SAN JOSE, CA — To help state and local jurisdictions and the nation’s construction industry to more effectively compete in the global economy, the Technology Task Force of the National Alliance for Building Regulatory Reform in the Digital Age will visit here next month to study the region’s highly successful efforts to streamline its building regulatory processes using information technology.

The City of San Jose and several neighboring jurisdictions will host the Alliance’s Technology Task Force March 18-19.

Established last fall as one of several action items from the May 30-June 1 National Forum on Building Smarter in the Digital Age, the Task Force is charged with assembling, developing, and demonstrating a set of tools that jurisdictions and the construction industry can use to increase the effective use of information technology in the building regulatory process.

The March meeting in San Jose will be the Task Force’s third work session. At previous work sessions held in October and December 2001, the Technology Task Force established its action agenda items for 2002 and received presentations on interoperable hardware and software currently available in the U.S. and overseas.

On Feb. 26, the Technology Task Force is scheduled to unveil on its website ( the first of several work deliverables — a preliminary listing of hardware and software currently available to jurisdictions for use in their building design and construction review processes.

At the March meeting here, the Task Force is scheduled to review several successful products of the Joint Venture: Silicon Valley Initiative. Ten years ago, the Silicon Valley Initiative formed from a collaborative effort among neighboring jurisdictions to enhance that region’s competitiveness in the global economy by streamlining the building regulatory process using information technology. Some of the streamlined processes that the Task Force will review are:

  • Online building permitting;
  • Online building plans reviews;
  • One-stop permitting; and
  • The use of PDA’s for field audits of construction projects.
The Task Force also will hold a work session on several of its deliverables for 2002. Among those deliverables are:
  • The collection and dissemination of an inventory of information technology currently available to jurisdictions and the construction industry.
  • The distribution of models of best practices of effective uses of information technology to streamline the building regulatory process.
  • The creation for jurisdictions of a minimum set of criteria for hardware and software that should be asked for when obtaining or implementing new information systems.
In response to the events of Sept. 11 and at the direction of the National Alliance’s Steering Committee, the Technology Task Force is also developing a prototype of a proposed secure nationwide state-administered database of the designs and evacuation plans for critical structures.

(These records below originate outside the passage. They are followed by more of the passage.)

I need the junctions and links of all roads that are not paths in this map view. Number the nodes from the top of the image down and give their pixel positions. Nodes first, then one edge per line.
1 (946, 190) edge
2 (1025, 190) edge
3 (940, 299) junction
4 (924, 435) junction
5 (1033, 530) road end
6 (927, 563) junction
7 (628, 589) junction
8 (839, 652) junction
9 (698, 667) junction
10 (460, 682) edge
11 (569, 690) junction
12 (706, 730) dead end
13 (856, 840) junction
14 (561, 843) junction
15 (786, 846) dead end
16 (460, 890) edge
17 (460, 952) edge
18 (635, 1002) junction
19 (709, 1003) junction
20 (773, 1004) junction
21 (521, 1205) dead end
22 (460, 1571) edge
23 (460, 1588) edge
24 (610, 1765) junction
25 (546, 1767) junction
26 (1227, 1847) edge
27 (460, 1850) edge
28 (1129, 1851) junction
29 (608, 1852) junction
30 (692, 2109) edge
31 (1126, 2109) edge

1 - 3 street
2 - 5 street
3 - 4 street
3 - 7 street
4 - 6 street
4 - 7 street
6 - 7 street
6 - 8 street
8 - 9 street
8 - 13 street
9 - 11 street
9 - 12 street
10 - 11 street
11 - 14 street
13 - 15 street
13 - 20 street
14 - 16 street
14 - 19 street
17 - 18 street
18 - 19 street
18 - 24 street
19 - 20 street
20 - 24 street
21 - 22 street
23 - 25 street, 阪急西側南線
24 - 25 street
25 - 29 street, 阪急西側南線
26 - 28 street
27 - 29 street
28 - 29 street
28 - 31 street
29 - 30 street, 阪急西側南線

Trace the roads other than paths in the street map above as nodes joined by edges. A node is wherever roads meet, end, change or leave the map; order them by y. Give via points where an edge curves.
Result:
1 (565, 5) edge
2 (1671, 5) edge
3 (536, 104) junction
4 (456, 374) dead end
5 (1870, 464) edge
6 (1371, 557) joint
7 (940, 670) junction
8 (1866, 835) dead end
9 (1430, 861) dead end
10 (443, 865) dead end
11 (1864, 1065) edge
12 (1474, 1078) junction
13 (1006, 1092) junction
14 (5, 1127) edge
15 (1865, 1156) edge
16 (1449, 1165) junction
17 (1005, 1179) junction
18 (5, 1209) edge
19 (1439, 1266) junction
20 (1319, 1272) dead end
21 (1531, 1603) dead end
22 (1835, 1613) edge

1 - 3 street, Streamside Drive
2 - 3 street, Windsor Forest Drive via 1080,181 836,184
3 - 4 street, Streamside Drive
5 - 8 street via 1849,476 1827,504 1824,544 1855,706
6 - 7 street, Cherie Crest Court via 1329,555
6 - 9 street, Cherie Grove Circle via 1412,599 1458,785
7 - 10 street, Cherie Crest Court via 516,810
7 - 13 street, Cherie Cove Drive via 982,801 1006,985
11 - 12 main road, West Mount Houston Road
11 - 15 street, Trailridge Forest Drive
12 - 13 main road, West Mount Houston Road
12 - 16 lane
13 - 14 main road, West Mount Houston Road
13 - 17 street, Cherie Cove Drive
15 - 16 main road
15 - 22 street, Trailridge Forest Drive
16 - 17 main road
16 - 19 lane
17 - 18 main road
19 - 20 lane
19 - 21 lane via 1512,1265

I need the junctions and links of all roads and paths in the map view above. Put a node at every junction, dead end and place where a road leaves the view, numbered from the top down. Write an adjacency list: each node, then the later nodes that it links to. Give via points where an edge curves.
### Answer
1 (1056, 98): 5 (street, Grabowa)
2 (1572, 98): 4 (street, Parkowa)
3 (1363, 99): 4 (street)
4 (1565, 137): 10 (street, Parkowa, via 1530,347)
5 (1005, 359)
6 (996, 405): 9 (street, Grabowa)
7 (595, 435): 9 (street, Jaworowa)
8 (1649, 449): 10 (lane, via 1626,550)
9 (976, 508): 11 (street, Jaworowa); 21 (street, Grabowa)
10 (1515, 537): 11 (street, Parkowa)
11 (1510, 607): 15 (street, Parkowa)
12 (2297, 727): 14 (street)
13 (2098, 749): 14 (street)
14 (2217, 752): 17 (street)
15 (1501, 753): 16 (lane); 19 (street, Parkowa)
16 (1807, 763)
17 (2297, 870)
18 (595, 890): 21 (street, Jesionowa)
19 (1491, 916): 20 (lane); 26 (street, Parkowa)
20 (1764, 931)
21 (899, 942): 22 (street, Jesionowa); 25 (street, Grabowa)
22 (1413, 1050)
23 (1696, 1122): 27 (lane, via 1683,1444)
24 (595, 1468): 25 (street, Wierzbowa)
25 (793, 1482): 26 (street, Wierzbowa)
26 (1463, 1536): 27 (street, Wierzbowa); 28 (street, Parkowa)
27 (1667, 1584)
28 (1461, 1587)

An update progress report on the activities of the 27-member National Alliance will be issued to the nation’s governors and all Alliance members during the upcoming Winter Meeting of the National Governors Association.


The National Alliance for Building Regulatory Reform in the Digital Age is a public and private sector coalition of 27 organizations and governmental agencies formed in the summer of 2001 to work together to use information technology to strengthened the nation’s economy by transforming the nation’s building regulatory process to enable the construction industry to build “faster, better, safer, and at less cost.”

The three immediate goals of the Alliance are:

  • Re-stimulate a vital sector of the U.S. economy by using information technology to eliminate regulatory barriers and time delays to the construction process.
  • Through regulatory reform, increase the availability to the public and private sectors of affordable, safe, and durable residential, commercial, institutional, governmental, and industrial buildings.
  • Support enhanced homeland security and public safety in the built environment through innovative uses of information technology in the construction and building regulatory processes.
The Alliance is supported by in-kind services and grants from Alliance members, which include the National Institute of Standards and Technology, National Governors Association’s Center for Best Practices, U.S. Department of Energy, U.S. Department of Housing and Urban Development, and the National Institute of Building Sciences.